---------- Input data ----------

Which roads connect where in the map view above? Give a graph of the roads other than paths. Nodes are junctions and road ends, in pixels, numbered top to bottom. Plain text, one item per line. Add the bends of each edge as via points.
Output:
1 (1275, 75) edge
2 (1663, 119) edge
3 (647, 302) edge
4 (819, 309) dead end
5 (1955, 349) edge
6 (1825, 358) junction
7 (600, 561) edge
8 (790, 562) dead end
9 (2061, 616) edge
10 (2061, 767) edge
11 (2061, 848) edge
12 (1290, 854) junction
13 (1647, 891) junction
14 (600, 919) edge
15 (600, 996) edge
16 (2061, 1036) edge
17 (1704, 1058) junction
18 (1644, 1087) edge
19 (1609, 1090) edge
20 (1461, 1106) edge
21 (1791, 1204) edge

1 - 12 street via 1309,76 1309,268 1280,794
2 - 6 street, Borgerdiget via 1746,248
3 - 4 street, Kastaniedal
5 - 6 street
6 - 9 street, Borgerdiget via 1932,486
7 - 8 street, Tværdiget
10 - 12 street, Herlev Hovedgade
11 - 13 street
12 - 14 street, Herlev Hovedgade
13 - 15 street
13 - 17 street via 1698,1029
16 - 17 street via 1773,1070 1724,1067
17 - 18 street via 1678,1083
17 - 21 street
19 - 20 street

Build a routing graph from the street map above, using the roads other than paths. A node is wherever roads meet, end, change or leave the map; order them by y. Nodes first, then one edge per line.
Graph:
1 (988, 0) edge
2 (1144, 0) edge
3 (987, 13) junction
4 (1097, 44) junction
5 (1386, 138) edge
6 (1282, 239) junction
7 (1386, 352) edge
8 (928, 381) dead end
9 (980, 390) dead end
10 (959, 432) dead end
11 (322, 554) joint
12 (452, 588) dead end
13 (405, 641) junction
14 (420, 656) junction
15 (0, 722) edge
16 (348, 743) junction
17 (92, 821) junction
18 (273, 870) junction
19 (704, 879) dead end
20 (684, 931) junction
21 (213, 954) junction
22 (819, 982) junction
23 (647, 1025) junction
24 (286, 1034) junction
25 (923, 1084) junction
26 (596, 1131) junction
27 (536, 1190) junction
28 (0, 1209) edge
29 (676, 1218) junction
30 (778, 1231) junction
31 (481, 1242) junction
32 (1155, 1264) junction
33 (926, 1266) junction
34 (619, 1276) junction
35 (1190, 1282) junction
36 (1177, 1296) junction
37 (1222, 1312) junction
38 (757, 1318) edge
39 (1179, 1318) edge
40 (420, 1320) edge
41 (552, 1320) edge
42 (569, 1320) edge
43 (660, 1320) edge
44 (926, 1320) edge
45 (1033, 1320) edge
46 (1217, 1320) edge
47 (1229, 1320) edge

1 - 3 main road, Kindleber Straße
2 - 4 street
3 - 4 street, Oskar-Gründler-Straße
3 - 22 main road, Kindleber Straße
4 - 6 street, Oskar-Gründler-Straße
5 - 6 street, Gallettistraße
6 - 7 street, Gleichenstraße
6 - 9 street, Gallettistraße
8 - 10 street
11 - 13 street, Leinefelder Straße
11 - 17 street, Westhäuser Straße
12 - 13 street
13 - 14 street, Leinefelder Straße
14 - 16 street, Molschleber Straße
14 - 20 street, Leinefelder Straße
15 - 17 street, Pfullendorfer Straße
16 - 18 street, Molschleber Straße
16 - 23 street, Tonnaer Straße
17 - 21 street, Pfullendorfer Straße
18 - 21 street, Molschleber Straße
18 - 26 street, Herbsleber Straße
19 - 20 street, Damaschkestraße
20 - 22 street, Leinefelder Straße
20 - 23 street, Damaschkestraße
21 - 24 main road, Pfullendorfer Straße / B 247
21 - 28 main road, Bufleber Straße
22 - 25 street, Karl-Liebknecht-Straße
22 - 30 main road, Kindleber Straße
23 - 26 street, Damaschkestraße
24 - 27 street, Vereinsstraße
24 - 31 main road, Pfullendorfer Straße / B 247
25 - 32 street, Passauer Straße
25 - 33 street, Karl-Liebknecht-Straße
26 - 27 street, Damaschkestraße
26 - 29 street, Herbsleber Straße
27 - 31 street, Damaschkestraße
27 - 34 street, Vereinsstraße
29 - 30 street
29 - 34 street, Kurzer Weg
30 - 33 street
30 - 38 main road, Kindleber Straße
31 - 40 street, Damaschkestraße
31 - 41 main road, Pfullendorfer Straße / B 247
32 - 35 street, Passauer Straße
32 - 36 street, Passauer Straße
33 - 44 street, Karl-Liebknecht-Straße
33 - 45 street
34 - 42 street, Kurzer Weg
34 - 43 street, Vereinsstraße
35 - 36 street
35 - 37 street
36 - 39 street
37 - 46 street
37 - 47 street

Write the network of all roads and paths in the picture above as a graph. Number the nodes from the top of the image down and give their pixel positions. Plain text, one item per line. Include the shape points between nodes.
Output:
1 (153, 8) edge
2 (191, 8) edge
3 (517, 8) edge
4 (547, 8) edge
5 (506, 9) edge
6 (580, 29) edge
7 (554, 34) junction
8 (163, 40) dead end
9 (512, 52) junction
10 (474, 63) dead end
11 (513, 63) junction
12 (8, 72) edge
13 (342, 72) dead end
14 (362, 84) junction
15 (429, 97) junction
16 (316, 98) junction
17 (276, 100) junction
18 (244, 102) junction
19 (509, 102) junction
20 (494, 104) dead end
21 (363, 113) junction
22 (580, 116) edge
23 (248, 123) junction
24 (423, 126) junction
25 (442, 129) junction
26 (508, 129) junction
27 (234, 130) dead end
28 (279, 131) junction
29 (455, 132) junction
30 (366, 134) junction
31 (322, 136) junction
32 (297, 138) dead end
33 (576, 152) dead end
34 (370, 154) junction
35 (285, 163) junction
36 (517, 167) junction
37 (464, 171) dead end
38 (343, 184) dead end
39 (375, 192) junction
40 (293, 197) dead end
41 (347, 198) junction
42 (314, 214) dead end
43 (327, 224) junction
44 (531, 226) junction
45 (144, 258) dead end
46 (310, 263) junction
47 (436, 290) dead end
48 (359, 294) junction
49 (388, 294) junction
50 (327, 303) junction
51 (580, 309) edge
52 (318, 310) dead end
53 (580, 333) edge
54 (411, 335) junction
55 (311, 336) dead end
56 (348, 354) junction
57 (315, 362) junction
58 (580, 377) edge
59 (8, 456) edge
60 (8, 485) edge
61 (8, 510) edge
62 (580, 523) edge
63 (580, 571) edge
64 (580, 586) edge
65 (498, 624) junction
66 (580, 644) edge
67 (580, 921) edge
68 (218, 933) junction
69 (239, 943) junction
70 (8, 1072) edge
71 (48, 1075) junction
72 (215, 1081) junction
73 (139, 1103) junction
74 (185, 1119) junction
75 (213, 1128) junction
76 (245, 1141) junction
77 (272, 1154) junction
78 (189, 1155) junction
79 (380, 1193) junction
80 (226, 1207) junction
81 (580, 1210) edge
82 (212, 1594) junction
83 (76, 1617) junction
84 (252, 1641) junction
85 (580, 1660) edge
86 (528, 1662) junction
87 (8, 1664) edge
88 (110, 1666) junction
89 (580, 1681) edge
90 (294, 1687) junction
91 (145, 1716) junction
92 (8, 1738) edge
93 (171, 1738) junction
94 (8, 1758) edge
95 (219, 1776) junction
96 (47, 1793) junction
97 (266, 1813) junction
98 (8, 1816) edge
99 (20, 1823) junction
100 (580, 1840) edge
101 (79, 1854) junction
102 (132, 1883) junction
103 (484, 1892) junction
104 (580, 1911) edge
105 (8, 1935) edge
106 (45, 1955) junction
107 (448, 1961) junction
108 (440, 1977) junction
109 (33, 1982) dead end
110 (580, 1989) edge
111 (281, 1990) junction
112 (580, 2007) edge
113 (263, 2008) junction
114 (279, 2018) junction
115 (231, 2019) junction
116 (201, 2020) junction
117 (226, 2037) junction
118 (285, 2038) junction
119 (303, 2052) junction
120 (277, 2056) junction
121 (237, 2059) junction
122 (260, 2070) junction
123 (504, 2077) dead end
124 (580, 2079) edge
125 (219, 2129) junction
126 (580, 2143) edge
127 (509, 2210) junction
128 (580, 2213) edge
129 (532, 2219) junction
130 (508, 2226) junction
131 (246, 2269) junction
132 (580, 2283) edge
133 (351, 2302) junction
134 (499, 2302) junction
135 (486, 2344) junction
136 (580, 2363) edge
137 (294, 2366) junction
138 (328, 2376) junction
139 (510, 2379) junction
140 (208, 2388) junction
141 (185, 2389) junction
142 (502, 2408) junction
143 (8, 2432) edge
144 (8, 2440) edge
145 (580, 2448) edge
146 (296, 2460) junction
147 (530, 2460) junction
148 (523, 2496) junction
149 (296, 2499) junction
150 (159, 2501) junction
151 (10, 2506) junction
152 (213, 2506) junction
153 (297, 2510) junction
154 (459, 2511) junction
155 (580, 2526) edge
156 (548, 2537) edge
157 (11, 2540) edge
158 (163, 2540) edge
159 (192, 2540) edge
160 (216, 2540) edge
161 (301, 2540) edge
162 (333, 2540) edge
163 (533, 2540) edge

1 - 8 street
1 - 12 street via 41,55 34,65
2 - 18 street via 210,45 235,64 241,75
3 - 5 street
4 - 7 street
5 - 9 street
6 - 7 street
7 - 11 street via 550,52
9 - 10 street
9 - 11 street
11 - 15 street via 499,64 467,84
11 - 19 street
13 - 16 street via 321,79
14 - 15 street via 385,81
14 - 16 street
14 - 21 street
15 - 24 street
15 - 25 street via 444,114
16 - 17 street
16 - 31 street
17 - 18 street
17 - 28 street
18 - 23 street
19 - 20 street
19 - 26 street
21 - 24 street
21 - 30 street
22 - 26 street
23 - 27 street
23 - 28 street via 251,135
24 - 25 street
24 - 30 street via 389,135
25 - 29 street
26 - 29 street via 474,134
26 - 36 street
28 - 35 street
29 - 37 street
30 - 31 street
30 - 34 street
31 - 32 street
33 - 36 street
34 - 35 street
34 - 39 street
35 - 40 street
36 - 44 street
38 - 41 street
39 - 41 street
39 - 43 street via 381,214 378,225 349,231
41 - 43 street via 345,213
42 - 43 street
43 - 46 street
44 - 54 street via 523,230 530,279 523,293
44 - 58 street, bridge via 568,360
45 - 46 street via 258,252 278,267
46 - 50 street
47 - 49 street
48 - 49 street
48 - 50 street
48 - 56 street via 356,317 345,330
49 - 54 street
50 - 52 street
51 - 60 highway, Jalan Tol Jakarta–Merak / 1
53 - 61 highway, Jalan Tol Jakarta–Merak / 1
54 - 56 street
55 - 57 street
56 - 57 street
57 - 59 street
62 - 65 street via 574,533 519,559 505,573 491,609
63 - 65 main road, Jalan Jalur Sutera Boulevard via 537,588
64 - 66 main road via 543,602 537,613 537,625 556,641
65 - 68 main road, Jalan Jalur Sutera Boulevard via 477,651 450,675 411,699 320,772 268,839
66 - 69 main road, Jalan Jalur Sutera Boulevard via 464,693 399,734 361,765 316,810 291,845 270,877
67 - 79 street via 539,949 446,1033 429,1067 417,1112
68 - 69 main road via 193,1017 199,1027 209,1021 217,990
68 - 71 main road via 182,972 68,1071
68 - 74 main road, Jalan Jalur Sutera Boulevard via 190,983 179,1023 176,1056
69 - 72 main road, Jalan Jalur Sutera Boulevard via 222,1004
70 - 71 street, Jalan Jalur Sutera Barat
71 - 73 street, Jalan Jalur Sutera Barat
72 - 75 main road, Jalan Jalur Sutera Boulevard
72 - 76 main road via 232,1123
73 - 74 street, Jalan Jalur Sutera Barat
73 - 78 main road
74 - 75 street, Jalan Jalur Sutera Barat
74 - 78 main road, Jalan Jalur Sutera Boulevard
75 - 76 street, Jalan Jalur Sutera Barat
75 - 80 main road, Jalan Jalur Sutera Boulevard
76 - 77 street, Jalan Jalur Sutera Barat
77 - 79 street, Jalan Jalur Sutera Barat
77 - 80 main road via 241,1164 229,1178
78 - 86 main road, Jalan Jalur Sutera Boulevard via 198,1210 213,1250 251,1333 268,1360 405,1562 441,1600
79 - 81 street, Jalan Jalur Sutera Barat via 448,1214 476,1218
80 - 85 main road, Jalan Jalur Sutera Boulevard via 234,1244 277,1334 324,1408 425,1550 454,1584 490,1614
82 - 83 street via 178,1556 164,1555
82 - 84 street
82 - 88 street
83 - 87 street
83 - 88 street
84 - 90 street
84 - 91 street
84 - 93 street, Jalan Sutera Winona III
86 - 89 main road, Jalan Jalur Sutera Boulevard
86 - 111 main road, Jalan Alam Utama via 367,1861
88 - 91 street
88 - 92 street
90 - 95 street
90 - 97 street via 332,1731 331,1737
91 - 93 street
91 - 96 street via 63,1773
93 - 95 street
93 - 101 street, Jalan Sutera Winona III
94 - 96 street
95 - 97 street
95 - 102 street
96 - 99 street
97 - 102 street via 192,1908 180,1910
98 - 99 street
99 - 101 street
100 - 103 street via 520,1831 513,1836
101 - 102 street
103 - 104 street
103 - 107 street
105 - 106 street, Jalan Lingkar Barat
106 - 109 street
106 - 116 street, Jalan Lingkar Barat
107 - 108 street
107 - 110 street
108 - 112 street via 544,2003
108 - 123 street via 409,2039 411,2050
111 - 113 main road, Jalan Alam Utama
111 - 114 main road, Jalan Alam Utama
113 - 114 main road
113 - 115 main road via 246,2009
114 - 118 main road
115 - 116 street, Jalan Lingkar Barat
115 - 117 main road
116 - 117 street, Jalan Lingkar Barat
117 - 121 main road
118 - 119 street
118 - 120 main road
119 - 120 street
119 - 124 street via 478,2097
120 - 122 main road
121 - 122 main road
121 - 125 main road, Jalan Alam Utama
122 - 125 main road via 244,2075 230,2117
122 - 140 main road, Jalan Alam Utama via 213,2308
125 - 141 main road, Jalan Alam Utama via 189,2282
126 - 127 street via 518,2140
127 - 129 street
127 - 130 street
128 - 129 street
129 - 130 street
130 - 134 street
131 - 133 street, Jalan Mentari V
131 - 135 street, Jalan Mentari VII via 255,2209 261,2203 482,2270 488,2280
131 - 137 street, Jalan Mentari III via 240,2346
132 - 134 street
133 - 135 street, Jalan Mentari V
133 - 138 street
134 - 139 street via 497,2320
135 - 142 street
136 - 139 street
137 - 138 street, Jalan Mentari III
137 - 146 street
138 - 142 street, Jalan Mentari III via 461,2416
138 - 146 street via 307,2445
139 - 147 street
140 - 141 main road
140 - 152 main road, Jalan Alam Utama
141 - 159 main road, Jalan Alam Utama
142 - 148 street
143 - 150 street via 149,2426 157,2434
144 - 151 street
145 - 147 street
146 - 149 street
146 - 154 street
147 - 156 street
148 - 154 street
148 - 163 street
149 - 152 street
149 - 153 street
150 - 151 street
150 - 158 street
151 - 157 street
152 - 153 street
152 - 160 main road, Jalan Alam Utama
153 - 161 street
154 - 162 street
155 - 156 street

----------

▶ Problem details: Determine the number of lines in the data above that contain the word "Kindleber", and provide only that figure.

▶ Exercise answer: 4